News | October 10, 2013

Cardiac Biomarker ST2 Helps Assess Heart Failure Risk and Identify Heart Failure Patients Likely to Benefit From Exercise

blood tests heart failure treatments cardiac rehabilitation critical diagnostics

October 10, 2013 — Critical Diagnostics announced that results of the Heart Failure: A Controlled Trial Investigating Outcomes of Exercise (HF-Action) study published in the American Heart Association’s (AHA’s) Circulation: Heart Failure demonstrates that levels of the biomarker ST2 are predictive of long-term outcomes for people suffering with heart failure and identify those patients who may benefit from exercise.

Duke Clinical Research Institute investigators evaluated 912 subjects as part of a large, multicenter, randomized study of exercise training in well-treated ambulatory heart failure patients. They followed the subjects followed for 32 months. In multivariable models, ST2 remained a significant predictor of outcomes after adjustment for clinical variables and the natriuretic peptide biomarker NT-proBNP. This association was particularly strong for cardiovascular dea th and heart failure hospitalization, consistent with ST2's role as a cardiovascular risk marker.

Almost all patients in the study (95 percent) were receiving beta blockers and three-fourths were also on angiotensin-converting-enzyme (ACE) inhibitors. Besides medication, exercise is another treatment option often recommended for heart failure patients to help improve symptoms and lower risk of adverse outcomes or death, but it has never been clear which patients would benefit most from exercise.

“Of the endpoints tested, there was a statistical interaction between exercise training and the outcome of all-cause mortality, such that patients with lower ST2 levels were more likely to have a benefit of exercise training than were patients with higher levels,” noted the authors.

Researchers also found that increased levels of ST2 were strong predictors of cardiovascular events.

“Elevation of ST2 was significantly associated with long-term outcomes . . . These associations were relatively robust for disease-specific endpoints (cardiovascular death and heart failure hospitalization) in traditional multivariable modeling, persisting even after comprehensive covariate adjustment including demographics, clinical variables and NT-proBNP.”

ST2 was recently included in the 2013 American College of Cardiology (ACC)/AHA Guideline For The Management of Heart Failure, recognizing ST2 as not only predictive of hospitalization and death in patients with HF but also additive to natriuretic peptide levels in (its) prognostic value.”

The study supports the recommendation.
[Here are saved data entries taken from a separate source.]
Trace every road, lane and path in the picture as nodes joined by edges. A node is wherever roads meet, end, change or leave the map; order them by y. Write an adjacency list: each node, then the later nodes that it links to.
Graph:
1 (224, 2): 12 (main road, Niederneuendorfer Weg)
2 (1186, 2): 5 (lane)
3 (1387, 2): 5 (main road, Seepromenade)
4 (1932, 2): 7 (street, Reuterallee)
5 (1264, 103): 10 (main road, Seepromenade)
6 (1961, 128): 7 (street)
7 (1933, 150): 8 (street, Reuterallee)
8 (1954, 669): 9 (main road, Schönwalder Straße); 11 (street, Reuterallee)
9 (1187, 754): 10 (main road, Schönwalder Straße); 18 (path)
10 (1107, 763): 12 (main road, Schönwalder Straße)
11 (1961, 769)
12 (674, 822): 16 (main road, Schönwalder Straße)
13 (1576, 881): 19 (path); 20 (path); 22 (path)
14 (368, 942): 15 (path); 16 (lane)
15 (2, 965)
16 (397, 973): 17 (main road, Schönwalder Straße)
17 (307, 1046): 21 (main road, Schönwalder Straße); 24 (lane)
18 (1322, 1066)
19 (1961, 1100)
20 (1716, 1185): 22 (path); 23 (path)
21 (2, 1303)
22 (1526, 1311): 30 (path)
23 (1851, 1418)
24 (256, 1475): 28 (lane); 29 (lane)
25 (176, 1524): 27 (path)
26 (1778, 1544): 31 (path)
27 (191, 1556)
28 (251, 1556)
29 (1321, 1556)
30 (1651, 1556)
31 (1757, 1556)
When considered along with NT-proBNP, as four groups based on NT-proBNP levels above or below the median level for NT-proBNP and ST2 levels above or below the standard U.S. Food and Drug Administration (F.D.A.)-cleared 35 ng/mL cutpoint, patients with both markers elevated had nearly a six-fold increased risk of death during the course of long-term follow up, compared to those with neither marker elevated.

The ST2 findings in this study contrast that of Galectin-3 by BG Medicine. A separate paper (“Galectin-3 in Ambulatory Patients with Heart Failure: Results from the HF-ACTION Study”) published in Circulation: Heart Failure, using the same HF-ACTION study cohort, claimed, “In a final model adjusting for all predictors of the primary endpoint in the HF-ACTION dataset as a whole . . . as well as NT-proBNP, there was no evidence for an independent association between galectin-3 and outcomes."

The study went on to add, “Given the unique nature of the randomized intervention in the HF-ACTION study (exercise training), we examined the interaction between baseline galectin-3 levels and treatment assignment. There was no significant interaction between galectin-3 levels and exercise training for any of the three study endpoints (all-cause death or hospitalization, cardiovascular death or cardiovascular hospitalization, and for cardiovascular death or heart failure hospitalization).”